**Task goal**:
Match the word "Jalan". Return each line of the data below where it appears.

**Given data**:
━━━━

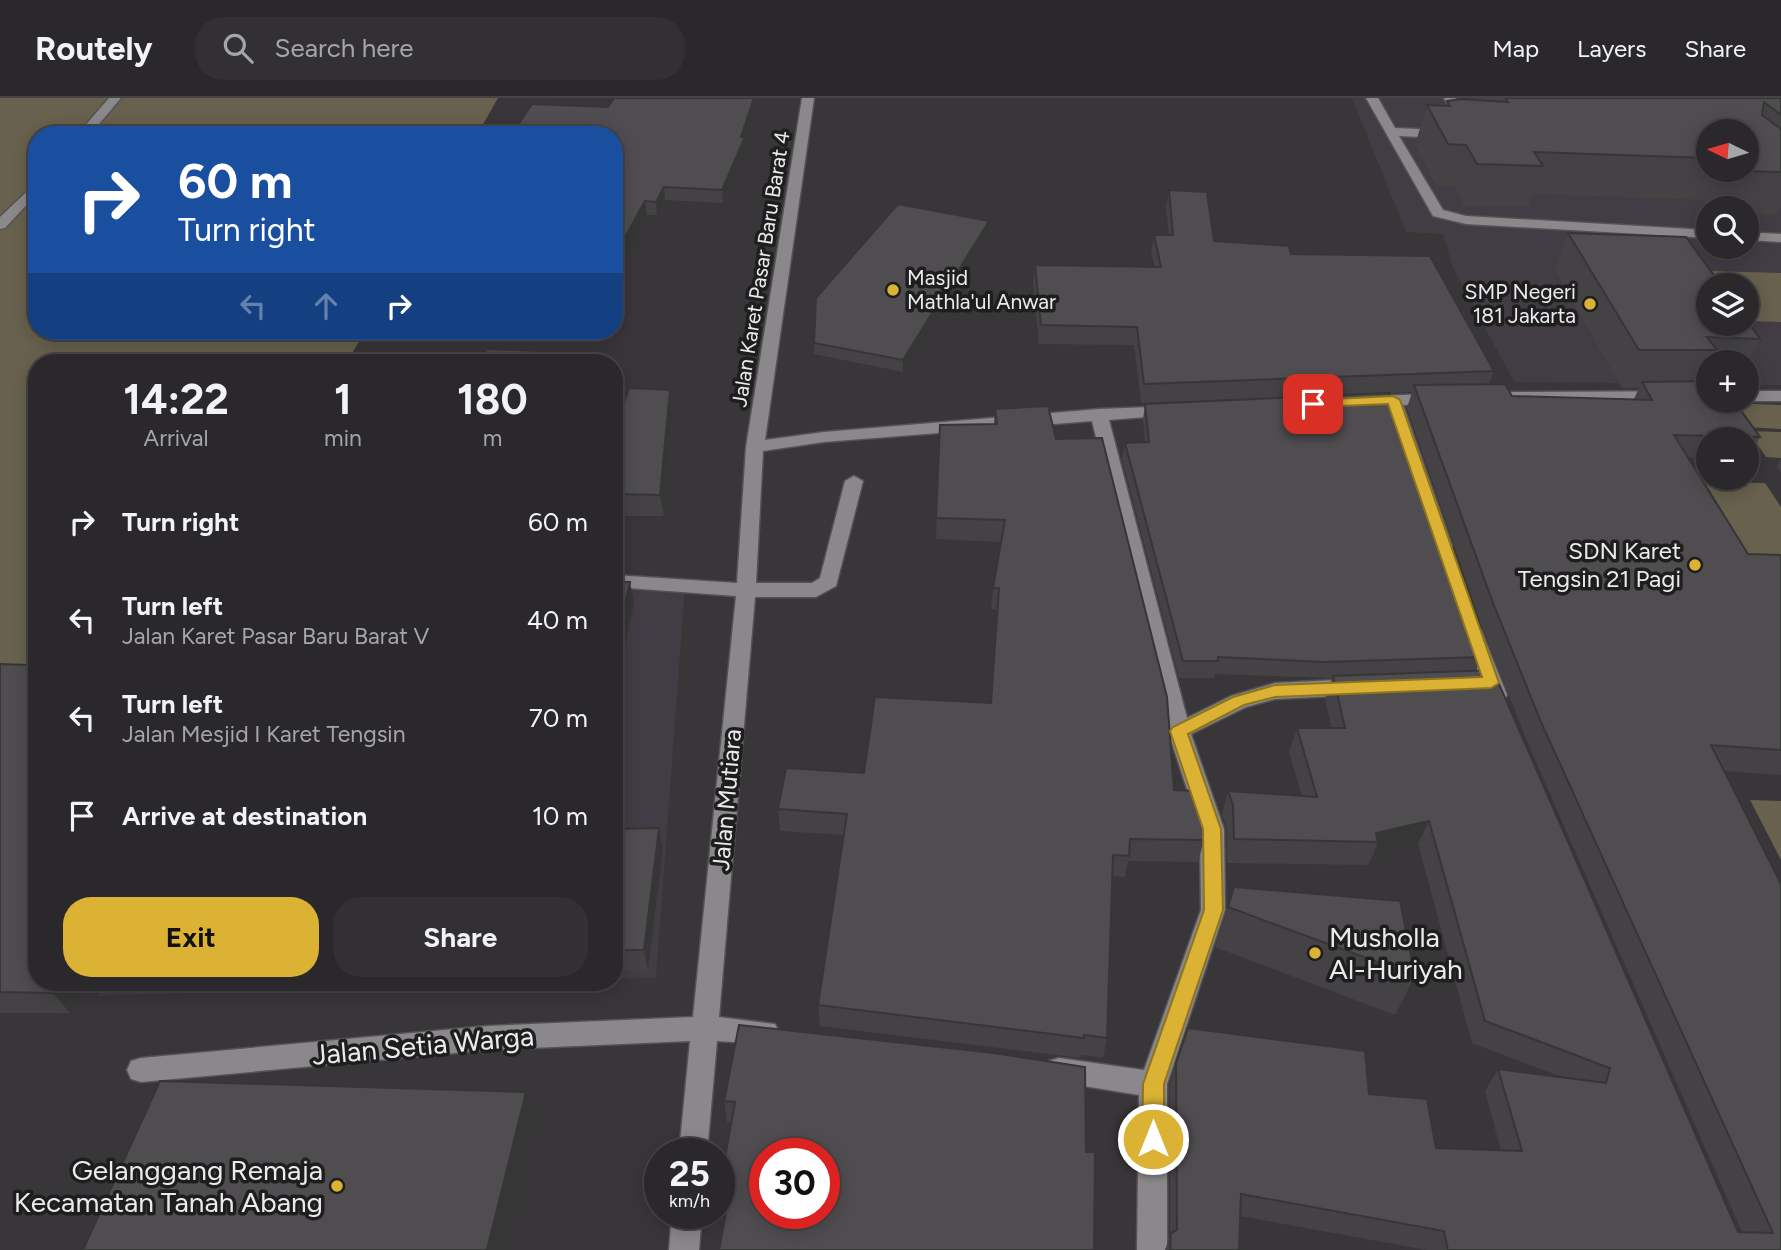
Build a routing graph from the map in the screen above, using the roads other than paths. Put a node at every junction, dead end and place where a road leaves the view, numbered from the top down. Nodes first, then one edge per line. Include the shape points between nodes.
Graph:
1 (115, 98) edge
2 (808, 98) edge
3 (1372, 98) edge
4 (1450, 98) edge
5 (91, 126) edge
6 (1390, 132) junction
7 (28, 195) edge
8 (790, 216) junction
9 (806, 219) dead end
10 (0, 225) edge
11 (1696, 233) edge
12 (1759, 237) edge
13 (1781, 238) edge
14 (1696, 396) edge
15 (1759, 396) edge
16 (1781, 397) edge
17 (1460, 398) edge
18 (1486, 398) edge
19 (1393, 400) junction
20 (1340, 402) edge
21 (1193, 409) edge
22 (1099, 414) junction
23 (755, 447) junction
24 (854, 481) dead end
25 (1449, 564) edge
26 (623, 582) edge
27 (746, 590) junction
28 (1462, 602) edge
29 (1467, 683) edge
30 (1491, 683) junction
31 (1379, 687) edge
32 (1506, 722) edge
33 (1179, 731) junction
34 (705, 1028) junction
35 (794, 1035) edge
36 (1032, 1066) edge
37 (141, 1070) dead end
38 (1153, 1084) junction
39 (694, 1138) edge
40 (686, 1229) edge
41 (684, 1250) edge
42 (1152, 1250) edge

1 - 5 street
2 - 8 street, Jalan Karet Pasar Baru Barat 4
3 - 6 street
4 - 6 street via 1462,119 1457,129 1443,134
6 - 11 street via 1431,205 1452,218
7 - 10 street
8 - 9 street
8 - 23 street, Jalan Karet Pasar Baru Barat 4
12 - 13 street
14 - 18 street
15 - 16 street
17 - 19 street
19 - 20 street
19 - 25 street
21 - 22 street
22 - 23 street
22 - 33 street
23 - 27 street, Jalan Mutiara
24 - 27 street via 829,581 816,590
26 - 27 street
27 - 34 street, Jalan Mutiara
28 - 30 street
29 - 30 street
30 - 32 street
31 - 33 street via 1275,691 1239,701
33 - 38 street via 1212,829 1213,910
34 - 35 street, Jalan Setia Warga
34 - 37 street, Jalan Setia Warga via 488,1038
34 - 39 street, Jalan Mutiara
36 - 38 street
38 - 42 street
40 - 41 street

━━━━

**Result below**:
2 - 8 street, Jalan Karet Pasar Baru Barat 4
8 - 23 street, Jalan Karet Pasar Baru Barat 4
23 - 27 street, Jalan Mutiara
27 - 34 street, Jalan Mutiara
34 - 35 street, Jalan Setia Warga
34 - 37 street, Jalan Setia Warga via 488,1038
34 - 39 street, Jalan Mutiara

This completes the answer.